In Mirage3, all the base components define an abstract error type, a pp_error function to print these errors, and all the functions which can fail return a result value. For instance, Mirage_block_lwt defines a read operation as follows:

module type S = sig
  type error
  val pp_error: error Fmt.t
  val read: t -> int64 -> Cstruct.t list -> (unit, error) result Lwt.t
end

To combine multiple reads, while propagating read errors to the caller, one can do:

open Lwt_result.Infix (* Note here that we do not open [Lwt.Infix] *)

module F (B: Mirage_block_lwt.S) = struct
  let read_twice t n bufs =
    B.read t n bufs >>= fun () ->
    B.read t n bufs
end

The base components can, when needed, also define more types as long and their pretty-printer if also provided: Mirage_block_lwt also defines a write_error type and a pp_write_error function.

Errors and Abstraction

So far, we did not mention how abstract the errors should be. Most of the time, it will not really matter, as the most common handling of errors is to print them (using the provided pp_error function), or to check whether the operation was successful (e.g. that the result is Ok). In these cases, having an abstract error is perfectly fine.

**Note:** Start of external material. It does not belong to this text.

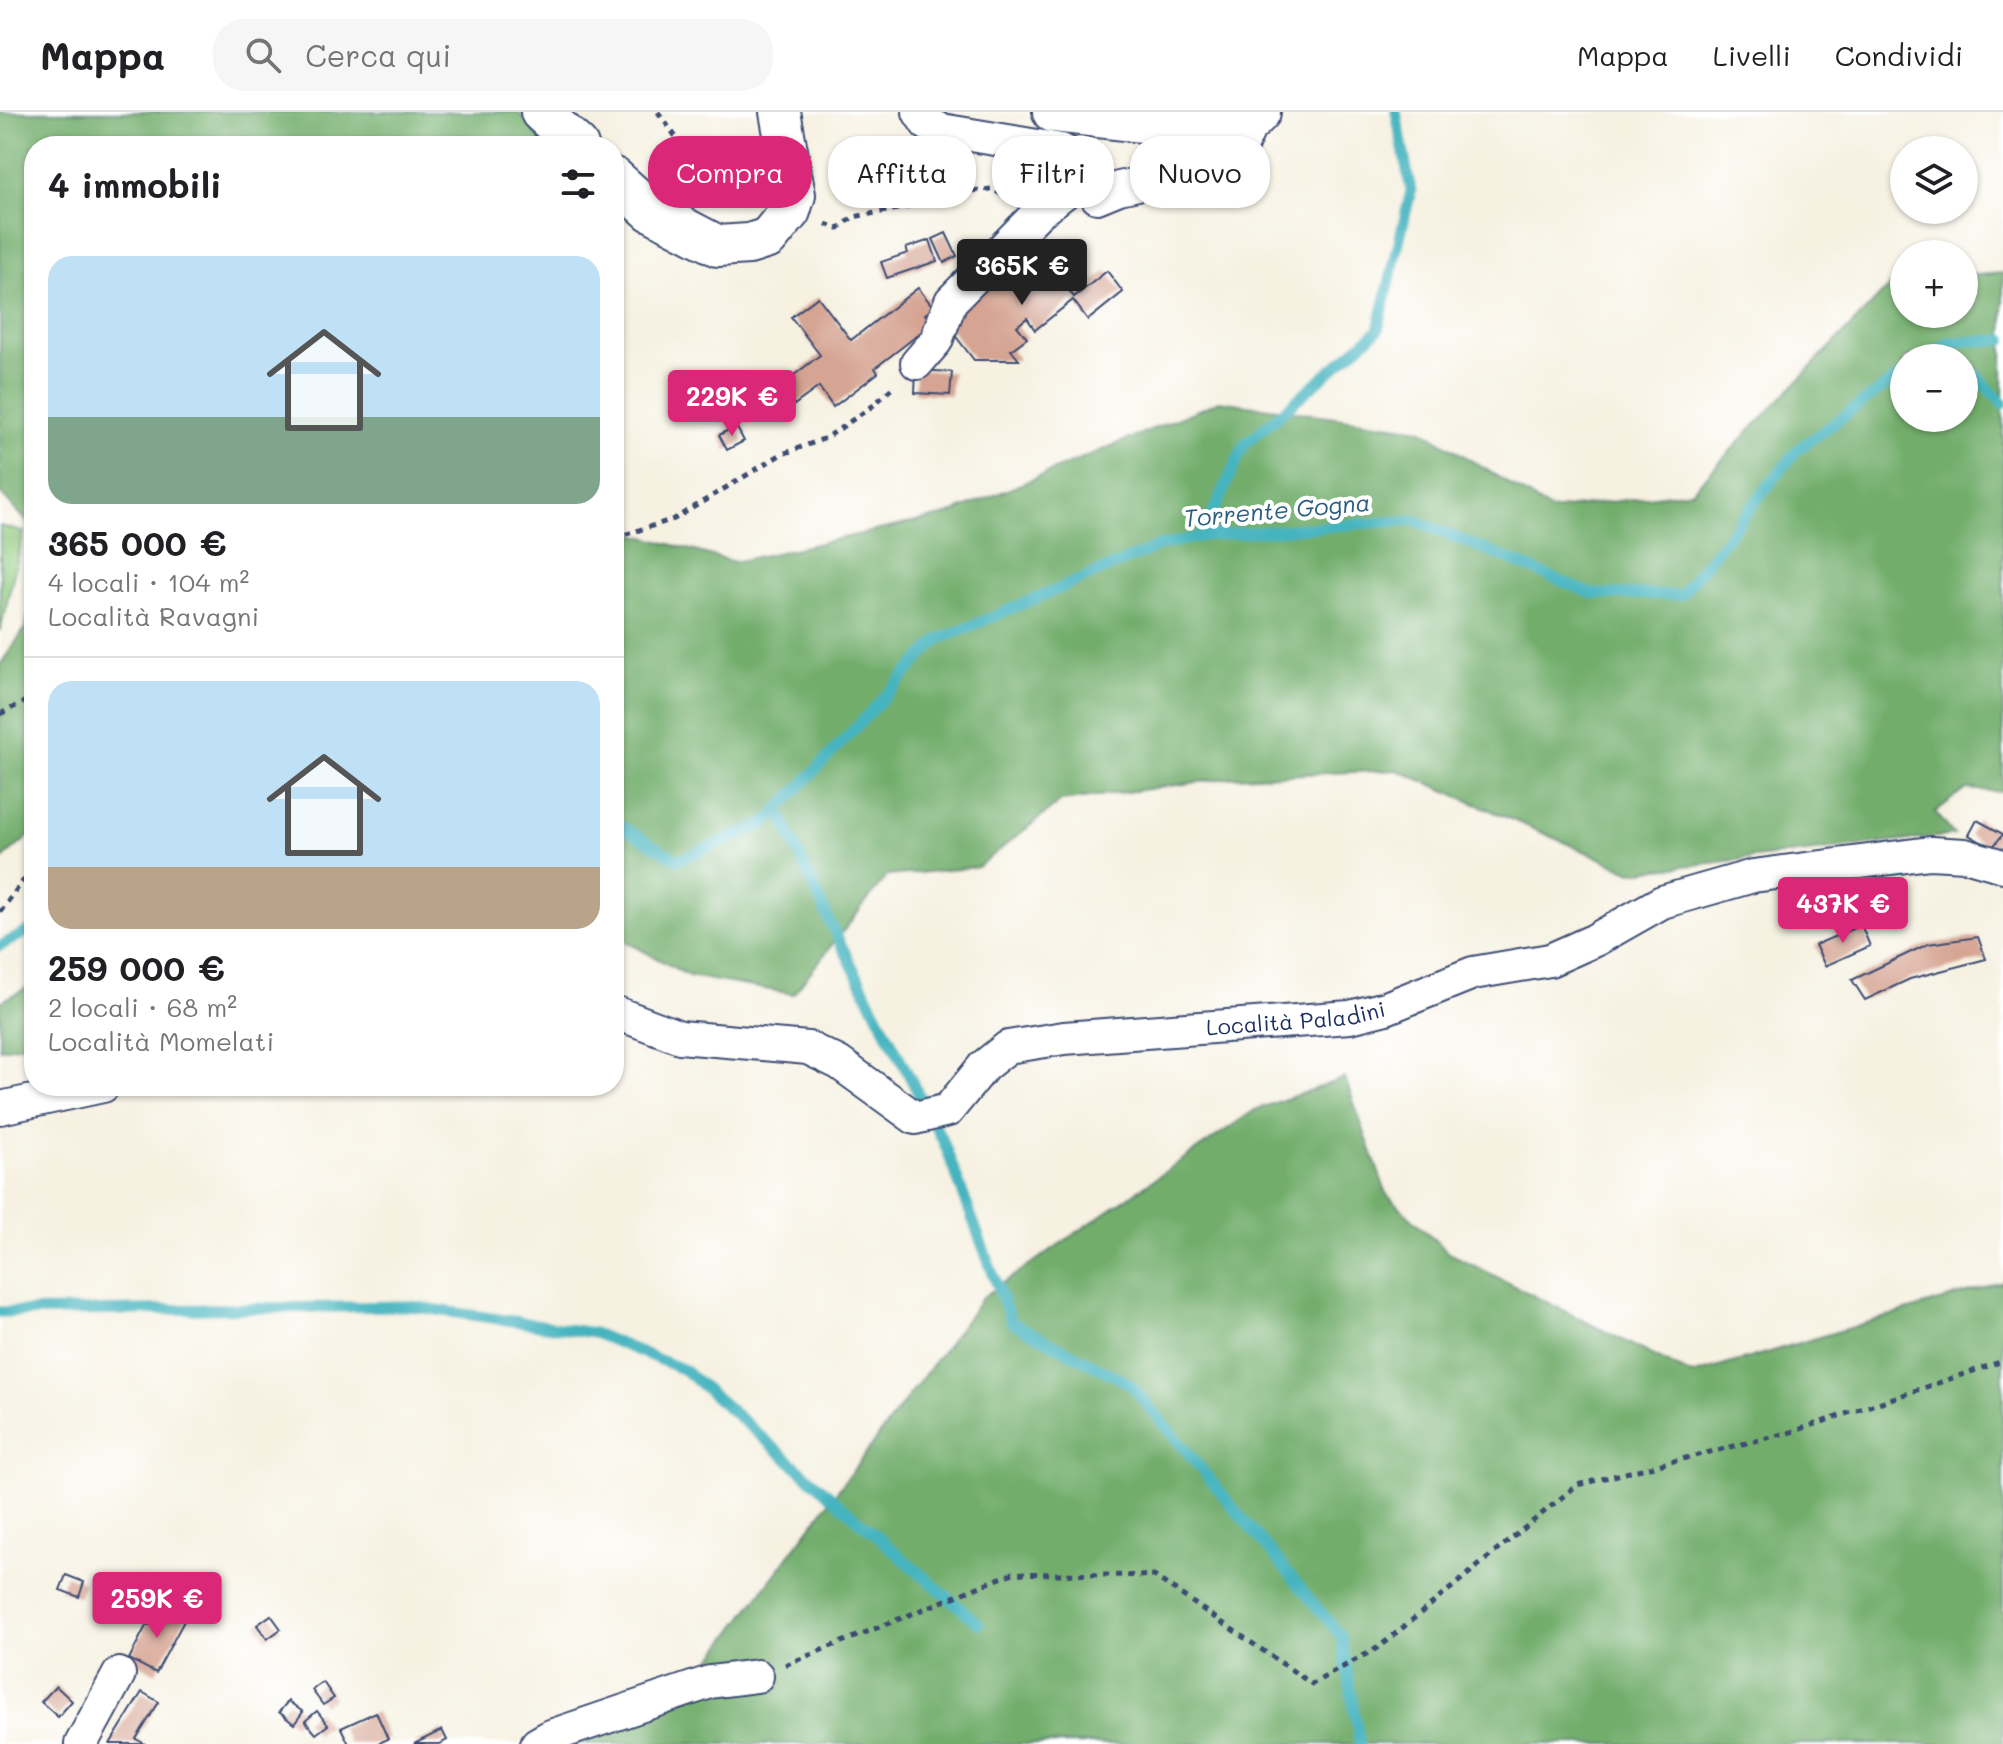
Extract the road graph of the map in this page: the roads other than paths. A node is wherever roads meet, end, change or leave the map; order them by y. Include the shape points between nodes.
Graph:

However, there are some cases where it is important to know what the error was in order to take the proper action. In this case we want something but want something not fully abstract: welcome to private row types. The manual says:

Private row types are type abbreviations where part of the structure of the type is left abstract.

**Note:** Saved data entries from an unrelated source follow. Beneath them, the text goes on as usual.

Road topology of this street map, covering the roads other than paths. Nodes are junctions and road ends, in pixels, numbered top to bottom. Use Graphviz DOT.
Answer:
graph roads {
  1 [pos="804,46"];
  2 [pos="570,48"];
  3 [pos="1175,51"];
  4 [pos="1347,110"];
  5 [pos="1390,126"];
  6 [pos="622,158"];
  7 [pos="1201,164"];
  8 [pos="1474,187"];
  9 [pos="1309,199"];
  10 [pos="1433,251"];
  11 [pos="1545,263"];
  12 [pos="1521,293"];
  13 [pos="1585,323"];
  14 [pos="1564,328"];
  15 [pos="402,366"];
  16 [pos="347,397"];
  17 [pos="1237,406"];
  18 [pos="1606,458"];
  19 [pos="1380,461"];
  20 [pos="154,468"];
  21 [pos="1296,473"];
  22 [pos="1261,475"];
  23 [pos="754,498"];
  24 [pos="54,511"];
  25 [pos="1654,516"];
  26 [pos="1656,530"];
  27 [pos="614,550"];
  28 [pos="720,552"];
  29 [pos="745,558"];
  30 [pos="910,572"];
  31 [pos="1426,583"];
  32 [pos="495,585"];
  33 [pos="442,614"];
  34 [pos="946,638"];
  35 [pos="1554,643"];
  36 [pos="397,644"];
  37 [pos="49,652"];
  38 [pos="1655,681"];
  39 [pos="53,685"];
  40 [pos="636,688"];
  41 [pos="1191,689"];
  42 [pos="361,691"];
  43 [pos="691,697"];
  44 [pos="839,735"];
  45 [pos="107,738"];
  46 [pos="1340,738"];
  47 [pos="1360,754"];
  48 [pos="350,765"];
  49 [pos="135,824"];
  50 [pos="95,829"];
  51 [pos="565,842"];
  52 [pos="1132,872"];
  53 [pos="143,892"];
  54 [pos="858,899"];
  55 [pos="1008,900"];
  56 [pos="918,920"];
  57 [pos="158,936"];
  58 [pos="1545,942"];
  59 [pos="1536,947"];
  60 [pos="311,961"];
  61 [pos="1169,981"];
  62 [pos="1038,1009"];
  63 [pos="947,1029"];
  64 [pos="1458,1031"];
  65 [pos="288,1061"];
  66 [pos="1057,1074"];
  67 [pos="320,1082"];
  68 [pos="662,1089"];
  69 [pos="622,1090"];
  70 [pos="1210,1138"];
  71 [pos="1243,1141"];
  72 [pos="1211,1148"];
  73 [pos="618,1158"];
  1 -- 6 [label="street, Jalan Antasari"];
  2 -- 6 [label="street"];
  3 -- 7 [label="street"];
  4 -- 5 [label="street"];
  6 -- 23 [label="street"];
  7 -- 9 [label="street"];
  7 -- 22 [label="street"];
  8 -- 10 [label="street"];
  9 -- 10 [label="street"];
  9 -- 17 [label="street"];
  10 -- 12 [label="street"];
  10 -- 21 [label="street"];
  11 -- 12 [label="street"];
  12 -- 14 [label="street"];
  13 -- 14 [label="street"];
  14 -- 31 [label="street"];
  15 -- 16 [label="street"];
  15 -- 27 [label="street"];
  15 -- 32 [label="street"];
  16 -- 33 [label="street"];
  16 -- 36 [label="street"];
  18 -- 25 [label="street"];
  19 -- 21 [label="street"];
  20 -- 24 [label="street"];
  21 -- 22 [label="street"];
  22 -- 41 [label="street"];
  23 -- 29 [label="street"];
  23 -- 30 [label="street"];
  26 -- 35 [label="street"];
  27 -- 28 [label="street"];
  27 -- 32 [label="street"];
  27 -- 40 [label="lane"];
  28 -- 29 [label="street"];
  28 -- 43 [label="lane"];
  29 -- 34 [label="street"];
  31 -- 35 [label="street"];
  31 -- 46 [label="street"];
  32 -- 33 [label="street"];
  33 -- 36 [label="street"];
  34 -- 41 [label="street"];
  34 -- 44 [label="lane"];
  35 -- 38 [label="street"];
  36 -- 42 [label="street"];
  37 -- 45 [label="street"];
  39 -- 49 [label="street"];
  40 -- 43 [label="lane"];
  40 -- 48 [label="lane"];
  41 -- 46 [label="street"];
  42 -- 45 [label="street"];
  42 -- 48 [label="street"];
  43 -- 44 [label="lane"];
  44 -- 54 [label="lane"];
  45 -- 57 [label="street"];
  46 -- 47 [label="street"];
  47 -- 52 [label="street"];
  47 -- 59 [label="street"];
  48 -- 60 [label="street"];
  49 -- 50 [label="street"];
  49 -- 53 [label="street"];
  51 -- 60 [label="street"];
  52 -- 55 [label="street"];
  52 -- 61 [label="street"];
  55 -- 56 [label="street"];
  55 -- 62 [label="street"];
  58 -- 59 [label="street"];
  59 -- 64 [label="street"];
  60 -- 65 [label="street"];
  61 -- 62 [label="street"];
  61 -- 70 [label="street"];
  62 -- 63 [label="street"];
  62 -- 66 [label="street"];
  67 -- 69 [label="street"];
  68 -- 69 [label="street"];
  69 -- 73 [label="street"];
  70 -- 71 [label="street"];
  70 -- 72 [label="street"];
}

For instance, the block Mirage_block_lwt actually defines the error type as a subset of the error cases which could happen when creating a new block device:

module type S = sig
  type error = private [> `Unimplemented | `Disconnected]
end

The private and > signs mean that an implementation of the Mirage3 block device is allowed to define an error type with more values. But when this implementation is used in the context of a Mirage3 block device, all these other cases become abstract and it is not possible to pattern-match on these errors anymore.

For instance, the error type for Unix filesystem devices is defined as follows:

type fs_error = [
  | `Unix_error of Unix.error
  | `Unix_errorno of int
  | `Negative_bytes
]
type error = [ Mirage_fs.error | fs_error ]

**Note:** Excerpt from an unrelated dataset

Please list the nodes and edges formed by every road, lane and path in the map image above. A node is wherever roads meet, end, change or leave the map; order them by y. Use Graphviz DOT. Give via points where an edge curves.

include Mirage_fs_lwt.S with type error := error

The last line says that Mirage_fs_unix satisfies the Mirage_fs_lwt.S signature but also exposes a concrete error type. Users of Mirage_fs_unix can then pattern-match on the exact concrete error (for instance, to do something useful when a Unix_error is raised) -- used in the context of MirageOS, only the cases defined in Mirage_fs.error will be visible to the user. We strongly advocate using the same approach in your libraries, as it brings the flexibility of using concrete types vs. proper abstraction through composition.

Conclusion

Mirage3 uses the result type pervasively, requires libraries to provide pretty-printer for their error types and recommends using private row types when abstract error types are not enough.